• **Supplied information**:
------------------------------------------------
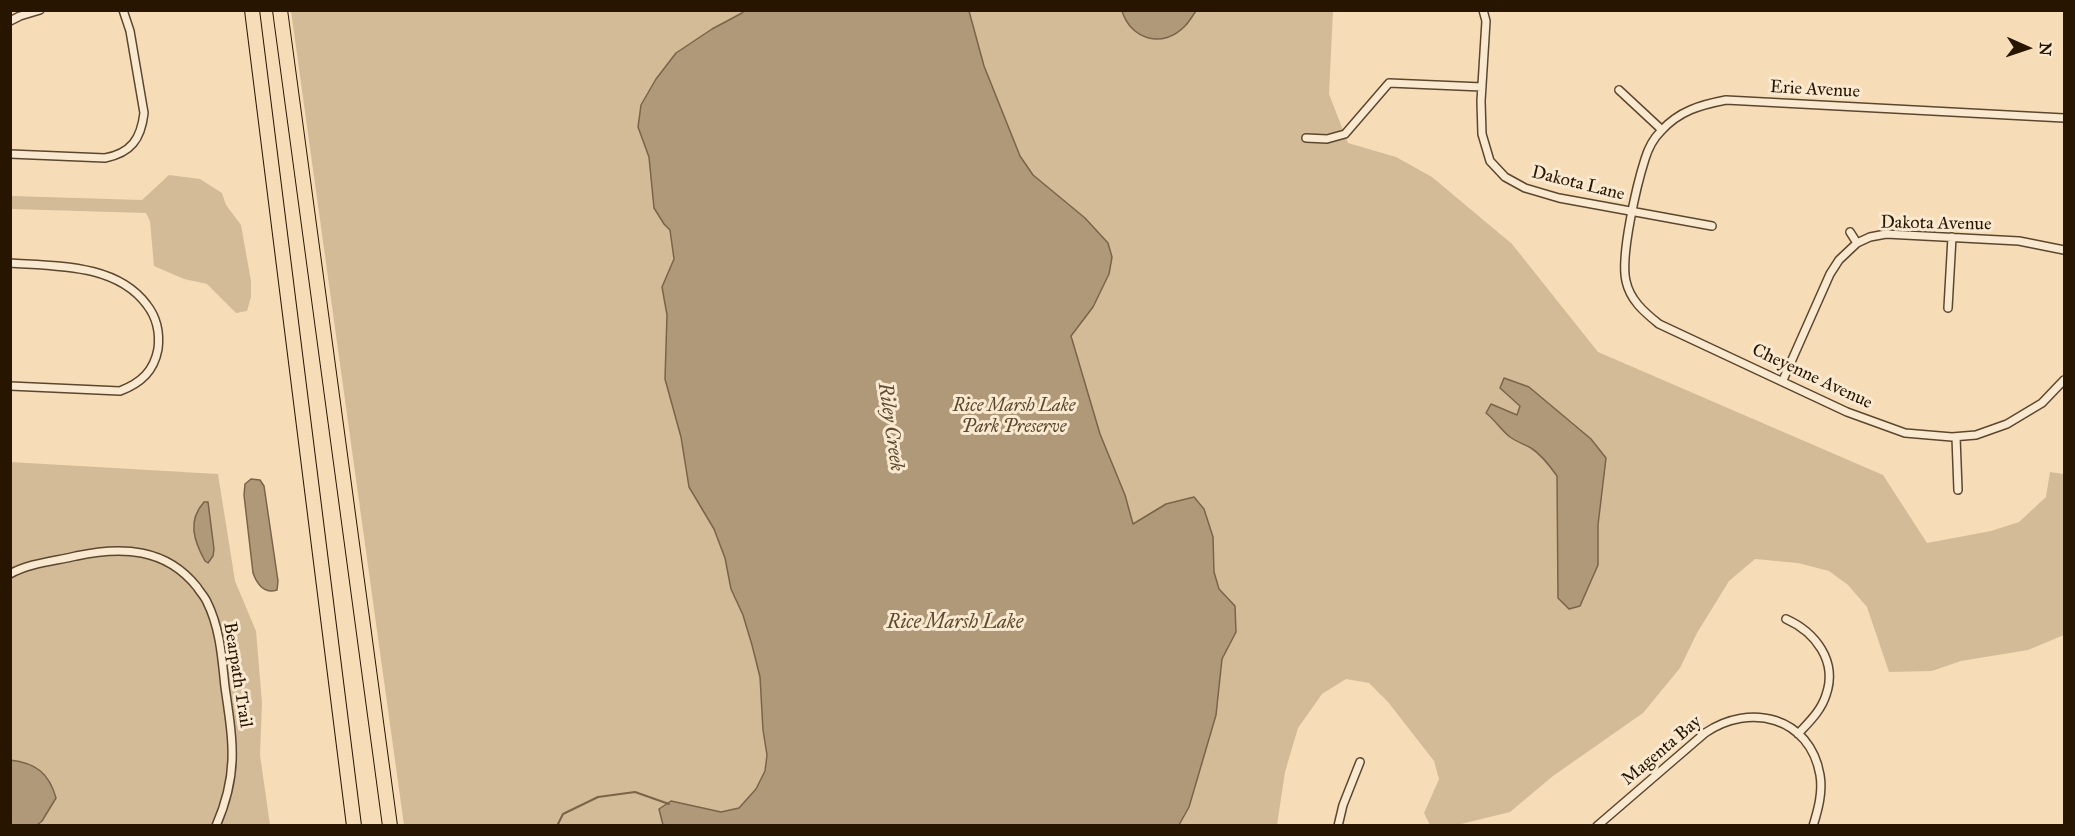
<!DOCTYPE html>
<html>
<head>
<meta charset="utf-8">
<style>
	body { margin:0 }
	#map { position:relative; width:2075px; height:836px; overflow:hidden; background:#f6ddb7; font-family:"IM FELL Great Primer",serif }
	canvas { display:block }
	.frame { position:absolute; inset:0; border:12px solid #281500; pointer-events:none }
	.north { position:absolute; left:1997px; top:18px; width:60px; height:60px; -webkit-text-stroke:4px #f9e9d0; paint-order:stroke; rotate:93deg; font-size:16px; font-weight:700; line-height:24px; text-align:center; color:#281500 }
	.north::after { content:''; display:block; margin:auto; width:21px; height:27px; background:#281500; clip-path:polygon(50% 0,100% 100%,50% 72%,0 100%) }
</style>
</head>
<body>
<div id="map">
<canvas width="2075" height="836"></canvas>
<div class="frame"></div>
<div class="north">N</div>
</div>
<script>
const g = document.querySelector('canvas').getContext('2d');
g.lineJoin = 'round';
function fillPath(path, color) { g.fillStyle = color; g.fill(path, 'evenodd'); }
function stroke(path, color, width, dash) { g.strokeStyle = color; g.lineWidth = width; g.lineCap = dash ? 'butt' : 'round'; g.setLineDash(dash || []); g.stroke(path); }
function write(font, color, halo, rows, align = 'center') {
  g.font = font + ' "IM FELL Great Primer",serif'; g.lineWidth = 6; g.setLineDash([]); g.textBaseline = 'middle'; g.strokeStyle = halo; g.fillStyle = color; for (const [text, x, y, turn = 0] of rows) {
    g.save(); g.translate(x, y); g.rotate((+turn || 0) * Math.PI / 180); g.textAlign = isNaN(turn) ? turn : align; if (halo) g.strokeText(text, 0, 0); g.fillText(text, 0, 0); g.restore();
  }
}
fillPath(new Path2D(`
	M291,11H1339H1333L1329,94L1348,143L1396,157L1432,177L1512,244L1598,352L1883,475L1927,543L1991,531L2019,522L2046,497L2050,472L2064,474V635L2028,650L1961,661L1932,671L1889,672L1867,607L1848,585L1829,571L1798,563L1755,559L1729,581L1697,633L1680,668L1643,713L1553,776L1510,812L1457,825H1430L1424,813L1439,779L1434,761L1388,702L1369,683L1346,679L1322,694L1298,728L1285,772L1277,825H404Z
	M169,175L200,179L222,193L226,205L241,225L251,281V297L247,311L236,313L207,284L184,279L154,266L150,221L146,213L11,209V196L142,200Z
	M10,462L218,474L235,581L256,631L262,703L260,755L270,825H11Z`), '#d3bb98');
const water = new Path2D(`
	M744,11H969L984,66L1020,156L1033,175L1085,218L1108,243L1112,257L1109,274L1093,307L1071,336L1100,434L1125,495L1133,524L1166,504L1194,497L1204,509L1213,537L1214,572L1219,589L1235,606L1236,632L1222,659L1216,715L1189,807L1179,825H663L659,809L671,801L721,812L739,808L756,789L765,771L767,755L763,730L760,677L752,645L743,615L731,589L725,558L714,529L689,487L681,437L665,379L667,315L662,287L674,259L670,230L664,224L654,208L649,157L638,127L641,105L656,79L676,53L712,29L742,13Z
	M1122,11V10L1196,11C1193,15 1189,22 1185,26C1163,49 1131,40 1122,11Z
	M1504,378L1529,387L1591,439L1606,458L1598,525V565L1580,606L1569,609L1558,598L1557,476C1550,466 1542,455 1531,448C1524,444 1517,442 1510,437C1501,430 1495,420 1486,413L1491,404L1517,415L1520,406L1500,388Z
	M251,479L260,480L264,486L278,581L277,590C264,594 257,584 253,573L244,495L245,484Z
	M204,502H208L214,549L213,556L208,563L205,561C194,541 187,521 204,502Z
	M10,760C36,763 49,773 56,798L42,821L37,825H11Z`);
fillPath(water, '#b09979');
stroke(water, '#7a6449', 1.5);
stroke(new Path2D(`
	M557,826L563,814L598,797L635,792L669,804`), '#7a6449', 2);
const street = new Path2D(`
	M1483,10L1486,21L1481,101L1482,134L1490,161L1505,177L1525,188L1559,198L1712,226
	M10,21L20,16L40,10
	M1619,90L1662,130
	M2064,118L1726,100C1700,105 1679,111 1661,131C1654,138 1648,149 1645,159C1637,184 1620,256 1626,281C1630,300 1644,312 1659,324L1847,412L1905,433L1952,437L1976,435L2007,424L2042,403L2064,380
	M1306,138L1327,139L1345,134L1389,83L1482,87
	M10,154L105,158C131,153 141,139 144,113L130,31L123,10
	M1850,232L1857,243
	M10,263C57,266 117,264 147,305C157,318 160,333 158,349C154,371 141,383 120,391L10,386
	M1948,308L1952,237
	M1783,380L1830,274L1839,260L1857,243L1870,237L1886,234L2019,241L2064,250
	M1956,437L1958,490
	M10,574C29,563 56,561 76,556C122,546 166,548 197,587C200,592 205,597 207,602C220,628 222,658 225,687C233,742 239,773 216,826
	M1786,619C1815,632 1838,661 1826,695C1821,711 1809,722 1798,734
	M1338,826L1343,805L1360,762
	M1597,826L1705,733C1750,702 1810,717 1820,775C1823,792 1818,810 1813,826`);
const highway = new Path2D(`
	M252,10L354,826
	M280,10L390,826`);
stroke(street, '#5c472e', 10);
stroke(highway, '#281500', 16);
stroke(street, '#f9e9d0', 7);
stroke(highway, '#f6ddb7', 14);
write('18px', '#281500', '#f9e9d0', [
	["Erie Avenue",1815,90,3],
	["Dakota Lane",1578,184,14],
	["Dakota Avenue",1936,224,1],
	["Cheyenne Avenue",1812,377,25],
	["Bearpath Trail",237,675,81],
	["Magenta Bay",1662,751,-40]
]);
write('italic 18px', '#5b472e', '#f9e9d0', [
	["Rice Marsh Lake",1014,407],
	["Park Preserve",1014,428]
]);
write('italic 20px', '#5e4a30', '#f9e9d0', [
	["Riley Creek",890,427,82],
	["Rice Marsh Lake",955,623]
]);
</script>
</body>
</html>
------------------------------------------------
• **Work order**:
Transcribe exactly, with no pictures, the lines running from the first line of the material through the line holding "position:absolute; left:1997px; top:18px;".

• **Result for this task**:
<!DOCTYPE html>
<html>
<head>
<meta charset="utf-8">
<style>
	body { margin:0 }
	#map { position:relative; width:2075px; height:836px; overflow:hidden; background:#f6ddb7; font-family:"IM FELL Great Primer",serif }
	canvas { display:block }
	.frame { position:absolute; inset:0; border:12px solid #281500; pointer-events:none }
	.north { position:absolute; left:1997px; top:18px; width:60px; height:60px; -webkit-text-stroke:4px #f9e9d0; paint-order:stroke; rotate:93deg; font-size:16px; font-weight:700; line-height:24px; text-align:center; color:#281500 }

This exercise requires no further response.